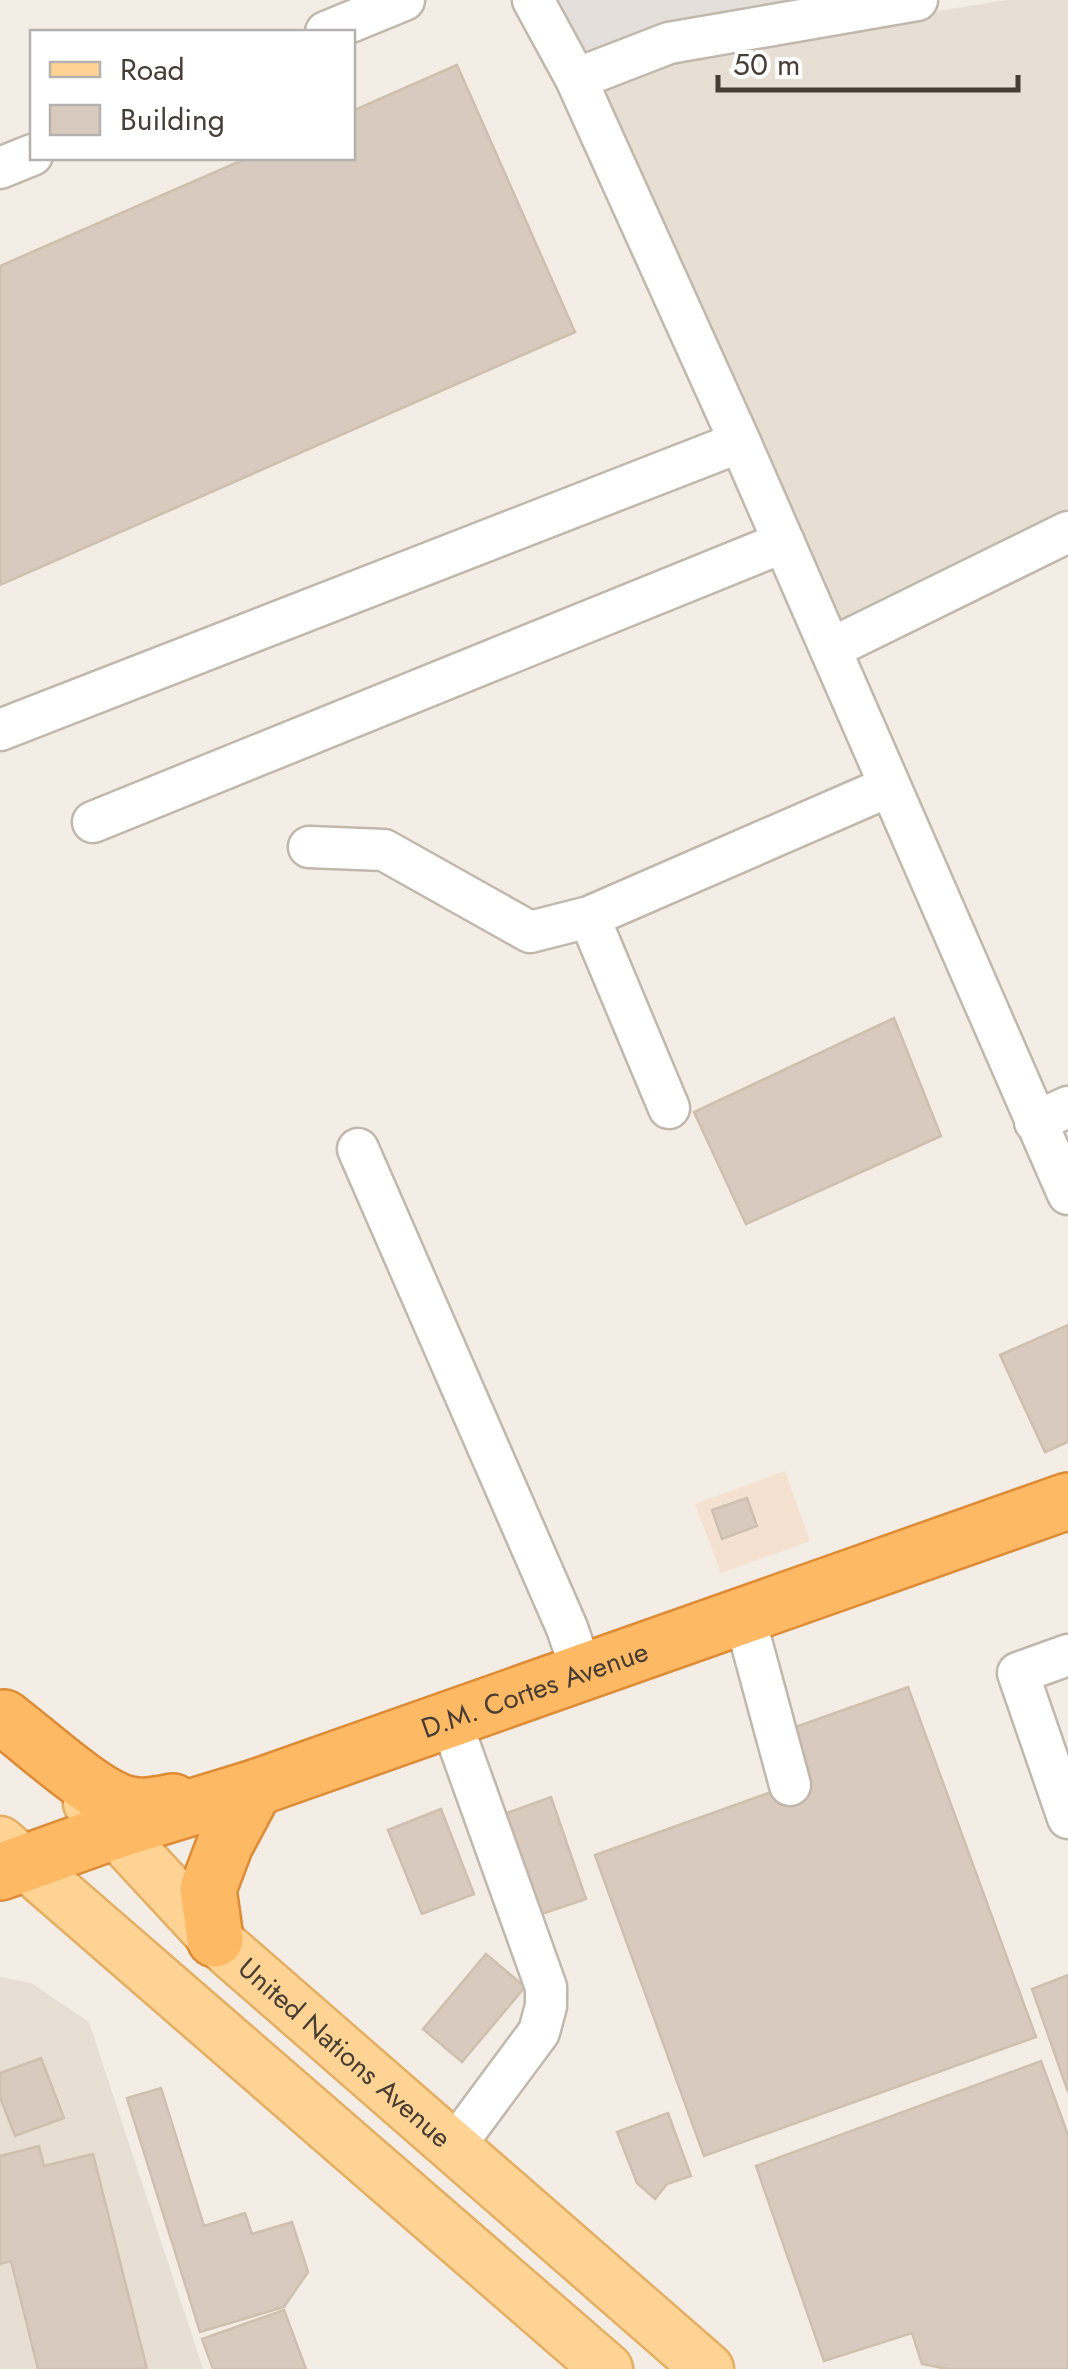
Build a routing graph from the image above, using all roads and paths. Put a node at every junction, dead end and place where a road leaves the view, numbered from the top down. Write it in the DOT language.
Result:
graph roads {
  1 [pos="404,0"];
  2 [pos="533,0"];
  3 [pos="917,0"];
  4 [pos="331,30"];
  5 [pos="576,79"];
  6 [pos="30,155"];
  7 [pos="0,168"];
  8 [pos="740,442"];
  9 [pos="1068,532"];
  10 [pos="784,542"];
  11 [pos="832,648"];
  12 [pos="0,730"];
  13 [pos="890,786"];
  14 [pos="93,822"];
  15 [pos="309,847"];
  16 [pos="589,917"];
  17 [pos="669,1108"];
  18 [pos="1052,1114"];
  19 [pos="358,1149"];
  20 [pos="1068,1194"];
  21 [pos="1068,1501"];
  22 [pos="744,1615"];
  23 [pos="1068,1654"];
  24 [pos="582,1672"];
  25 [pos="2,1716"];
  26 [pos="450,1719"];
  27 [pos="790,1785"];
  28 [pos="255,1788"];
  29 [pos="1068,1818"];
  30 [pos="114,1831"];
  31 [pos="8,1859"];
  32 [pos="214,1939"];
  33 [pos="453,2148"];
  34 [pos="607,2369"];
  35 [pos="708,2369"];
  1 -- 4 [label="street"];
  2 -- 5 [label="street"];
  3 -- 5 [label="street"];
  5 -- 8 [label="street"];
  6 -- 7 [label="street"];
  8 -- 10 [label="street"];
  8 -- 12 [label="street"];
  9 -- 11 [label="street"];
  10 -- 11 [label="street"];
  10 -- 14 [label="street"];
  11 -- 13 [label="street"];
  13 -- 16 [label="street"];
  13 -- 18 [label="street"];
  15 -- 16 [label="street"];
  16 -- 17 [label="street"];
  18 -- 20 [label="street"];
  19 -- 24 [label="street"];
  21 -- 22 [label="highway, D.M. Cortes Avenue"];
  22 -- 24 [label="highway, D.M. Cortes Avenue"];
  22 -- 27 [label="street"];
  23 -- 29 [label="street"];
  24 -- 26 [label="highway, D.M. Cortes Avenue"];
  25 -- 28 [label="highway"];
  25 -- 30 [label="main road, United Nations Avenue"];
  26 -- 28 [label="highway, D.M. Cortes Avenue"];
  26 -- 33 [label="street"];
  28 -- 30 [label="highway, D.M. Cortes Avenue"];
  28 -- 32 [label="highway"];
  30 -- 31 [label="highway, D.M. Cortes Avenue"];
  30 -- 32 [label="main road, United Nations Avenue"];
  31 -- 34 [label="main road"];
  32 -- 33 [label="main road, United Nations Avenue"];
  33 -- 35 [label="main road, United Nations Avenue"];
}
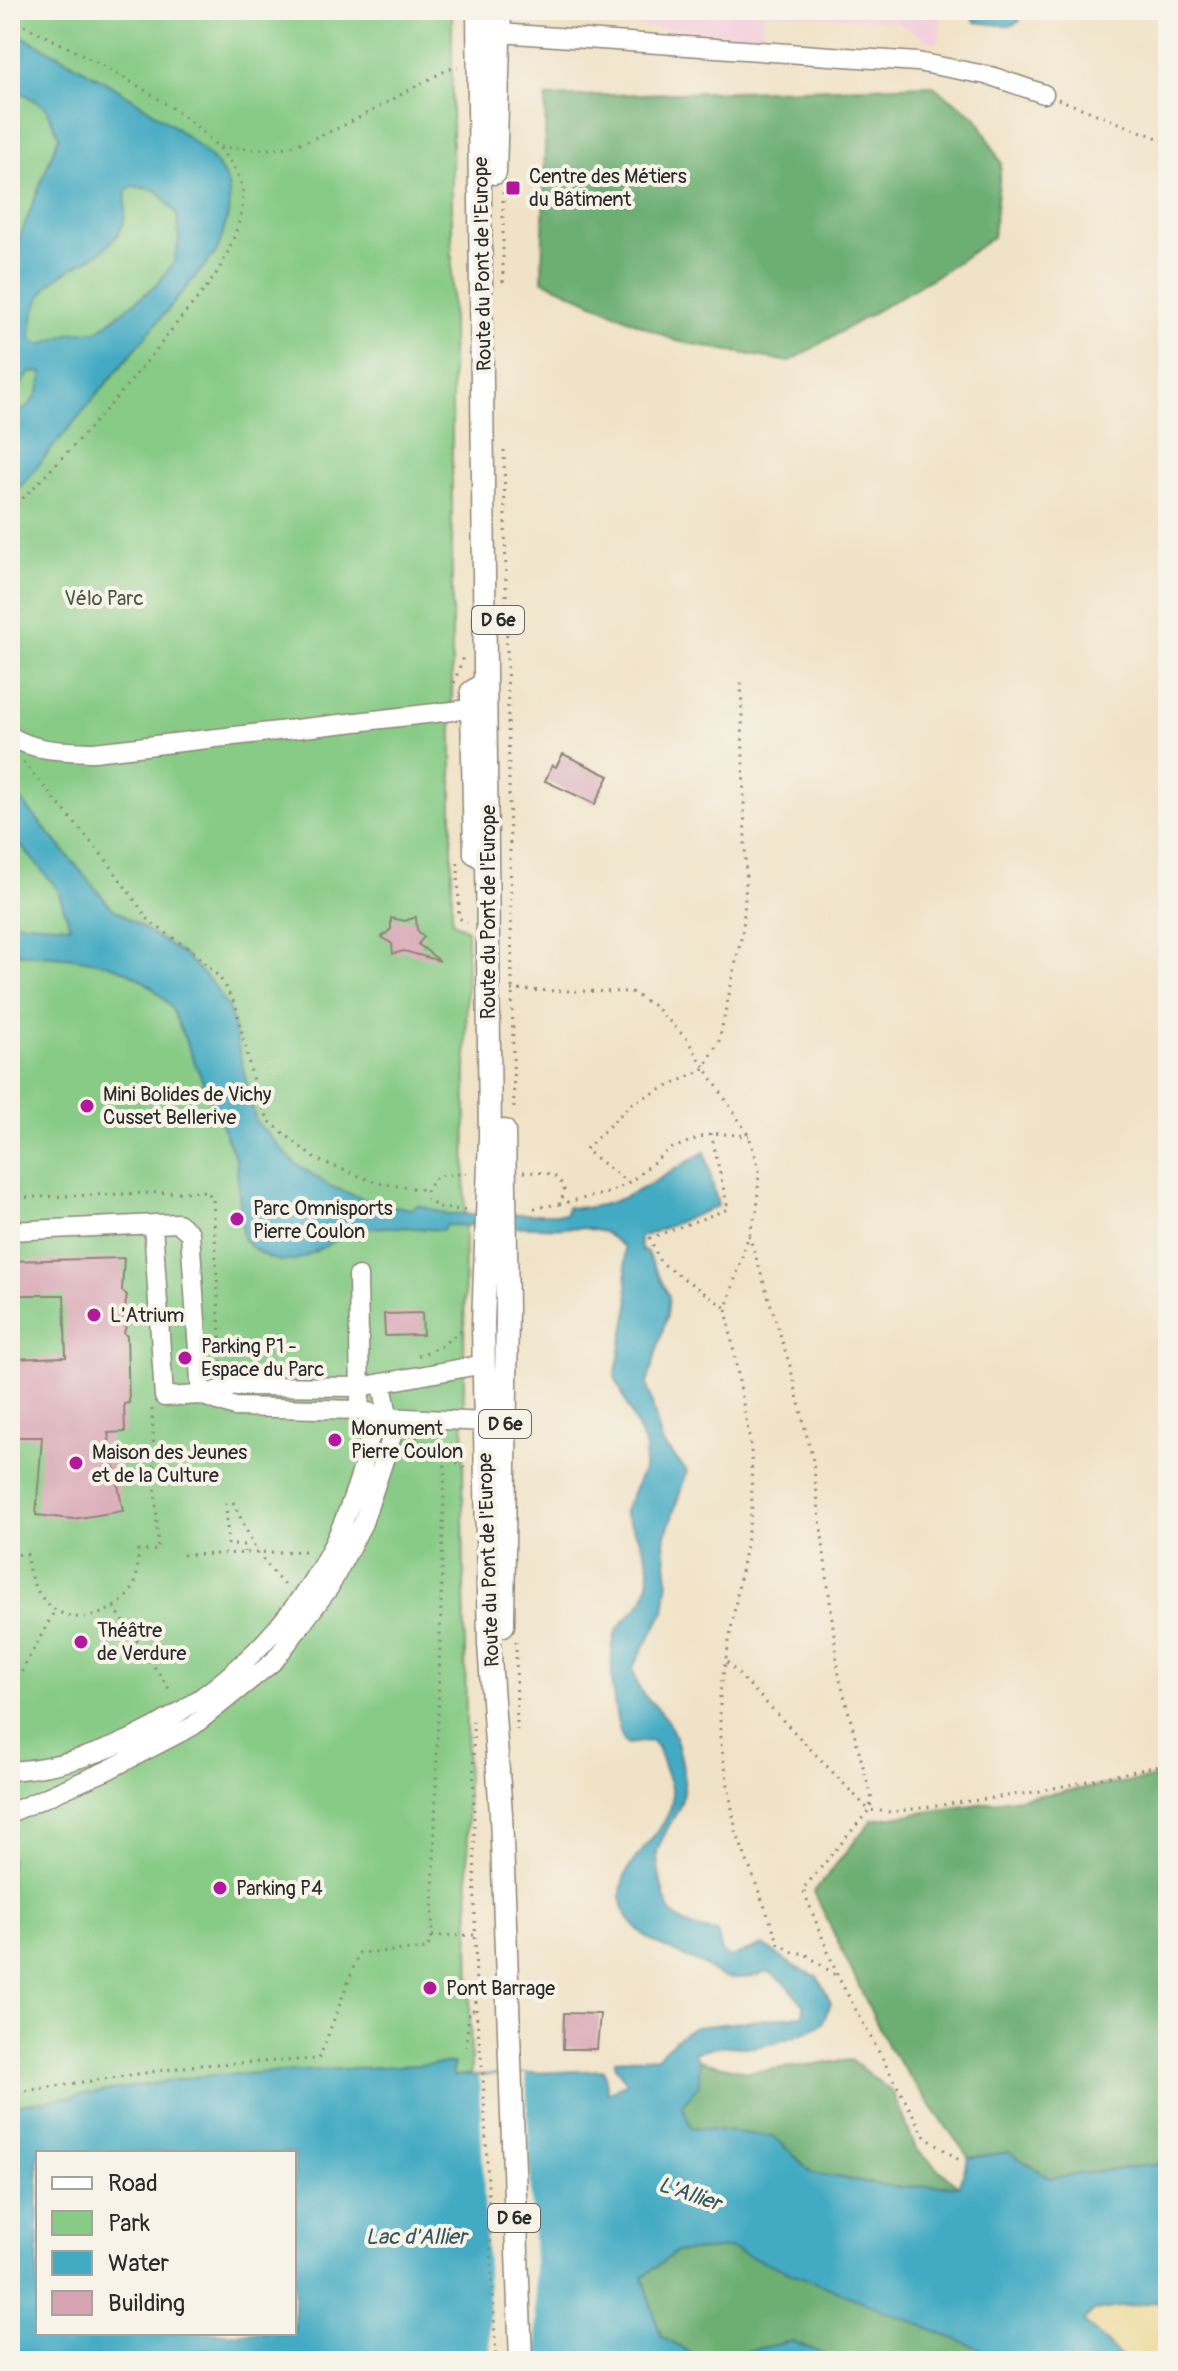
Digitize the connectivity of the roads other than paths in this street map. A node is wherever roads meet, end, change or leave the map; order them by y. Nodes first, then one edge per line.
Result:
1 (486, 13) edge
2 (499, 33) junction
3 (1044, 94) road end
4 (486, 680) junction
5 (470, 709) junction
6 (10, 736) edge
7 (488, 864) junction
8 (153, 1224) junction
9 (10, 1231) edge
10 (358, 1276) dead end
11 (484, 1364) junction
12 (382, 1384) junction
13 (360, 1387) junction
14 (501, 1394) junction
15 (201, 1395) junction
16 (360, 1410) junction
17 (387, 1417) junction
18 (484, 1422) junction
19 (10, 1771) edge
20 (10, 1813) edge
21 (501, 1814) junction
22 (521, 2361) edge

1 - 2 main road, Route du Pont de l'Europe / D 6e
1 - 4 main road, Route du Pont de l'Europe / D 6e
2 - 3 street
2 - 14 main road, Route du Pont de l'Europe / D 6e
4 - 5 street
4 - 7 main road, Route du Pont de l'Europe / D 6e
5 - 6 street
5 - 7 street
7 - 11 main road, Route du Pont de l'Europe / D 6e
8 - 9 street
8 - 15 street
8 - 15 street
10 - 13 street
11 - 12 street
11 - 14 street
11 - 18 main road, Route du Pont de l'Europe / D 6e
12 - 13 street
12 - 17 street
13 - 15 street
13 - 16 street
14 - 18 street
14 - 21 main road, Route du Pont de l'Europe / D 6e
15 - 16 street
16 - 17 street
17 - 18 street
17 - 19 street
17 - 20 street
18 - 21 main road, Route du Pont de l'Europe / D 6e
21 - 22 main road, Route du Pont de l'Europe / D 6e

Exercise requirements: From the preceding material, count every line that contains the word "Cortes". Reply with the number only.

Result of this task: 6